ACTIVITY: Locate the word "nodes" in the data below, then copy every line that holds it.

SOURCE INFORMATION:
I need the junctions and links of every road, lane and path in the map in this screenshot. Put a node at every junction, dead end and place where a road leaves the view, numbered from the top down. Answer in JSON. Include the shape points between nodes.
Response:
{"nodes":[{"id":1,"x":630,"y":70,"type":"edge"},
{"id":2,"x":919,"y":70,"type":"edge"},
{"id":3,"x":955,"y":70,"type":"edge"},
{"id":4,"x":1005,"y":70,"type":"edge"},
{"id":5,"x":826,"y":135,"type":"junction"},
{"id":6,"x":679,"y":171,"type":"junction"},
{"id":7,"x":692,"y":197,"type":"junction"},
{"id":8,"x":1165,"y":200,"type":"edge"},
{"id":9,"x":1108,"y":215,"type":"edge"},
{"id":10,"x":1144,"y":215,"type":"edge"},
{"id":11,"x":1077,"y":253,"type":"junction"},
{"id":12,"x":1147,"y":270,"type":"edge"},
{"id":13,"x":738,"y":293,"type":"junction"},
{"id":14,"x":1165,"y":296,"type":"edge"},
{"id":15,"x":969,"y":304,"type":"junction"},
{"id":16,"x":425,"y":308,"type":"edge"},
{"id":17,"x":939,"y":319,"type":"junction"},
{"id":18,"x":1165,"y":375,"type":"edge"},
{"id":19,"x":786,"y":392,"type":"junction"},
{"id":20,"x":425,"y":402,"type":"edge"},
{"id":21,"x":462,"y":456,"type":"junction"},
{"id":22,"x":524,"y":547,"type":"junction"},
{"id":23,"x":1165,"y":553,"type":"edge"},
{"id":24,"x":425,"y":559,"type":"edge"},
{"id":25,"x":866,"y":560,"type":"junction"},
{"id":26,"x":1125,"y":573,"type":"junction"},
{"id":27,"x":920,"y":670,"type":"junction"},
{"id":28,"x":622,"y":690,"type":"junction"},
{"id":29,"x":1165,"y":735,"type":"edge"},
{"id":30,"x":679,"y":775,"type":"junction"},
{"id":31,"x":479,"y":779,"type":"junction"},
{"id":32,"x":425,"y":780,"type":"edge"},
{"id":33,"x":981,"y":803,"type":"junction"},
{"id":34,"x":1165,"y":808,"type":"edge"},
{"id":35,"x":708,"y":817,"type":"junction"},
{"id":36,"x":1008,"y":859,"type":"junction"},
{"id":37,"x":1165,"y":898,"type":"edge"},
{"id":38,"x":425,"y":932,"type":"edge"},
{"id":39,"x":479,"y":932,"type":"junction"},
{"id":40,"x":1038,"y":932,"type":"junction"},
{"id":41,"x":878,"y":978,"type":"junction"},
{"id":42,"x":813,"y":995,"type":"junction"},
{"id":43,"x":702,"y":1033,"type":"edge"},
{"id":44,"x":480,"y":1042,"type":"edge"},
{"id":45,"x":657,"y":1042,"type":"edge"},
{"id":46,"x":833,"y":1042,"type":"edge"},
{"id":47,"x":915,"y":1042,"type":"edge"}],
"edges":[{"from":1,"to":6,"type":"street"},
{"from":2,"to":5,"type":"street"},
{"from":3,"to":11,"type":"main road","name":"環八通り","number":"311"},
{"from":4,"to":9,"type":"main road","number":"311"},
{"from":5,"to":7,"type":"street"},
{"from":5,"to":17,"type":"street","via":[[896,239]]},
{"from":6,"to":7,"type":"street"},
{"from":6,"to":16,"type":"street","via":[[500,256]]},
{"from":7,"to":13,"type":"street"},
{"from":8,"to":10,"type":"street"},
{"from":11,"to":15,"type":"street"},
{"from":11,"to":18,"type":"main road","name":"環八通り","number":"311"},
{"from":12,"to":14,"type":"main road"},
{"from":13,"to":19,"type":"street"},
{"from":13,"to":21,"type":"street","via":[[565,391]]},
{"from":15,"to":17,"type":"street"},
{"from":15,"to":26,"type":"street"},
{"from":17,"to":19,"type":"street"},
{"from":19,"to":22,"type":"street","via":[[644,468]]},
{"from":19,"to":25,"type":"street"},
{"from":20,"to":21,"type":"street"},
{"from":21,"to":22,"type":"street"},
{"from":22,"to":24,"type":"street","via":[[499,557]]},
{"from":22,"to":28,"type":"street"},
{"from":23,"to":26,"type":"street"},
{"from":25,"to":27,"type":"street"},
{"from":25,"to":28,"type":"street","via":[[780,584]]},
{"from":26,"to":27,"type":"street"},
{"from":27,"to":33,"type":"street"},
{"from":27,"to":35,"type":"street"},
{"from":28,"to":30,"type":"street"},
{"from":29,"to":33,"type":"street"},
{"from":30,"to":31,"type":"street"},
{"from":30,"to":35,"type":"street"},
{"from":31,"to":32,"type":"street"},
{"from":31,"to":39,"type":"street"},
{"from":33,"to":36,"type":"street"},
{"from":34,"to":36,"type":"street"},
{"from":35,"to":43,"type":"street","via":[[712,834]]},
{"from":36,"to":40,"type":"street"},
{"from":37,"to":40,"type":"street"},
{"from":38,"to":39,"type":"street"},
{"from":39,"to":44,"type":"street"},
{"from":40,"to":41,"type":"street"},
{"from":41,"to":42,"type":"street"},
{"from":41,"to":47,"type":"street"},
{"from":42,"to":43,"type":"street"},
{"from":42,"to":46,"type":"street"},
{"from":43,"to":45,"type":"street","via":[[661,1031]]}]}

EXERCISE RESULT:
I need the junctions and links of every road, lane and path in the map in this screenshot. Put a node at every junction, dead end and place where a road leaves the view, numbered from the top down. Answer in JSON. Include the shape points between nodes.
{"nodes":[{"id":1,"x":630,"y":70,"type":"edge"},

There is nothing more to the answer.